Is it possible to fully understand Gödel's incompleteness theorem in 15 minutes?
Of course not! But amazingly enough, 15 minutes are enough to understand one of the key ideas behind its proof. Prof. Marcus du Sautoy, mathematician at Oxford University, managed to explain in this short Numberphile video what Gödel numbers are and how they show the way towards proving that any system of axioms is incomplete.
The first time I heard about Gödel's incompleteness theorem was during my undergraduate studies in mathematics, during an introductory course in mathematical logic. I still remember that when we asked the lecturer to tell us about this theorem the response was that it is too complicated to discuss in detail. But was it really so complicated that not even the basic ideas behind it could be discussed during such an introductory course?

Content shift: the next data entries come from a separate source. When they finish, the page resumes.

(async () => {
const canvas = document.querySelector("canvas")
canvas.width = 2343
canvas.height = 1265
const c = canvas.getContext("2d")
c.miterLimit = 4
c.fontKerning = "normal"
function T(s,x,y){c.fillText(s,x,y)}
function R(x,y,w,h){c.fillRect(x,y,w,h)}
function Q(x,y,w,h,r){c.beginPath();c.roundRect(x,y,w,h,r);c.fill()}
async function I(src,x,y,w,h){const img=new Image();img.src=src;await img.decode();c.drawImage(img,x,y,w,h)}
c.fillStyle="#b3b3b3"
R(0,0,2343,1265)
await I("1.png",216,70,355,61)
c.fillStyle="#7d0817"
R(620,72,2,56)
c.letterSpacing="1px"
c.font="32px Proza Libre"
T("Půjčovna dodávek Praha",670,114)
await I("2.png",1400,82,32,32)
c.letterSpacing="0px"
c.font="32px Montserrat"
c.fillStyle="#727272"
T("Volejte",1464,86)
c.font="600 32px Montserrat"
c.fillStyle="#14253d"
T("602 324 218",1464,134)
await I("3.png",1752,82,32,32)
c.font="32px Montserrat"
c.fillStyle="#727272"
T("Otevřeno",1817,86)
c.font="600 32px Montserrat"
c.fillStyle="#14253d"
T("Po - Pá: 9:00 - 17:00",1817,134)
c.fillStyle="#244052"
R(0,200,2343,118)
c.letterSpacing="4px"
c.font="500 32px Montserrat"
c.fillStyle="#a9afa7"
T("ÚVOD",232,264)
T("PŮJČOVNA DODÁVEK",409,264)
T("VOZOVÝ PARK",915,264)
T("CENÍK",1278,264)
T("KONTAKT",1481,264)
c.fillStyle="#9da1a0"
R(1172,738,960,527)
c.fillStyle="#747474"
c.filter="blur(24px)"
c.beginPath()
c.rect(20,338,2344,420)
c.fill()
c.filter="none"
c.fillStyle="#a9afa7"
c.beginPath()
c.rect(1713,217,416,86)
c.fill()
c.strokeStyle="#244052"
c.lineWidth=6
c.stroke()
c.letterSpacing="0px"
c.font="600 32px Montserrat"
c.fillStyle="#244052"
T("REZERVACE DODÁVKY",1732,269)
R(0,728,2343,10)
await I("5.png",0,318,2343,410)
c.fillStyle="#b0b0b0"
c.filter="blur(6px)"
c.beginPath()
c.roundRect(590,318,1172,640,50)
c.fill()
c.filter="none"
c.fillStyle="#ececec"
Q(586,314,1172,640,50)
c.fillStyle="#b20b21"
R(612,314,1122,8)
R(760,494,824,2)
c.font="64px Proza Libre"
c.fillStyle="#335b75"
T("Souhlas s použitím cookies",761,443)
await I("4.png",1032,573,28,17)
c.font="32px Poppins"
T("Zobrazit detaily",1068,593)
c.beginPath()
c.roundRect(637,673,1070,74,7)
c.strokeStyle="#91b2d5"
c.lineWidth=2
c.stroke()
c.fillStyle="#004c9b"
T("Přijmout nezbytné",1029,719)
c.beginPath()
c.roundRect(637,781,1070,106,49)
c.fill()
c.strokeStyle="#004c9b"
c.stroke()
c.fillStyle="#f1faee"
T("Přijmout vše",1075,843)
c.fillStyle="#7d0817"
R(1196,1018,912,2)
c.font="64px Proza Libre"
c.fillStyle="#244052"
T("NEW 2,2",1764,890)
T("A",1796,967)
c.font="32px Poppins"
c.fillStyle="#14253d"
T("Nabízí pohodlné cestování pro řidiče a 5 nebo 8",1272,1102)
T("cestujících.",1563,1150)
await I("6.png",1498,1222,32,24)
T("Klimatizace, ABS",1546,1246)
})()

Many times mathematicians are reluctant to explain their own work because of the technicalities that accompany their work. Trying to figure out which technicalities are essential is definitely not an easy task, but also not an impossible one. On the other hand, when trying to write an article aiming at popularizing some aspect or result from mathematics we tend to use allegories in order to make the explanation more accessible. The general tendency is to try and reduce the actual math, which for me is similar to trying to learn a sport without actually practicing it. The same happens with math, you can't learn math by only watching a video, you have to try it out with pen and paper. But sometimes a video can give you the right intuition and motivation to start exploring the math.
This Numberphile video, and also a much more detailed and elaborate video made by Veritasium, prove that it is indeed possible to explain some ideas from Gödel's work without needing all the formal details. The amazing is that they don't rely on some allegory or vague simplification, but they show the actual mathematical method Gödel developed! Showing the actual math makes it much more fun to watch.
Of course to get a deep understanding of Gödel's work much more effort is needed. Watching these videos gave me some confidence and motivation to read further on Gödel's work and work out some examples of Gödel-numbers on my own. A good starting point is maybe the book "On Formally Undecidable Propositions of Principia Mathematica and Related Systems" by Dover publications.
I want to conclude this short post with something I read in a translation of Gödel's article, written by Prof. Richard Bevan Braithwaite:
"Gödel’s novel metamathematical method is that of attaching numbers to the signs, to the series of signs (formulae) and to the series of series of signs (‘proof-schemata’) which occur in his formal system. Just as Descartes invented co-ordinate geometry by assigning number-pairs to the points of plane Euclidean geometry, so Gödel invented what might be called co-ordinate metamathematics by assigning numbers to the basic signs, series of basic signs, series of series of basic signs (all of which I shall for convenience lump together under the generic term string) which form an essential part of the subject-matter of metamathematics. Descartes proved geometrical theorems about points by proving algebraic theorems about numbers; Gödel established metamathematical results about the strings of his formal system by considering numbers coordinated with the strings."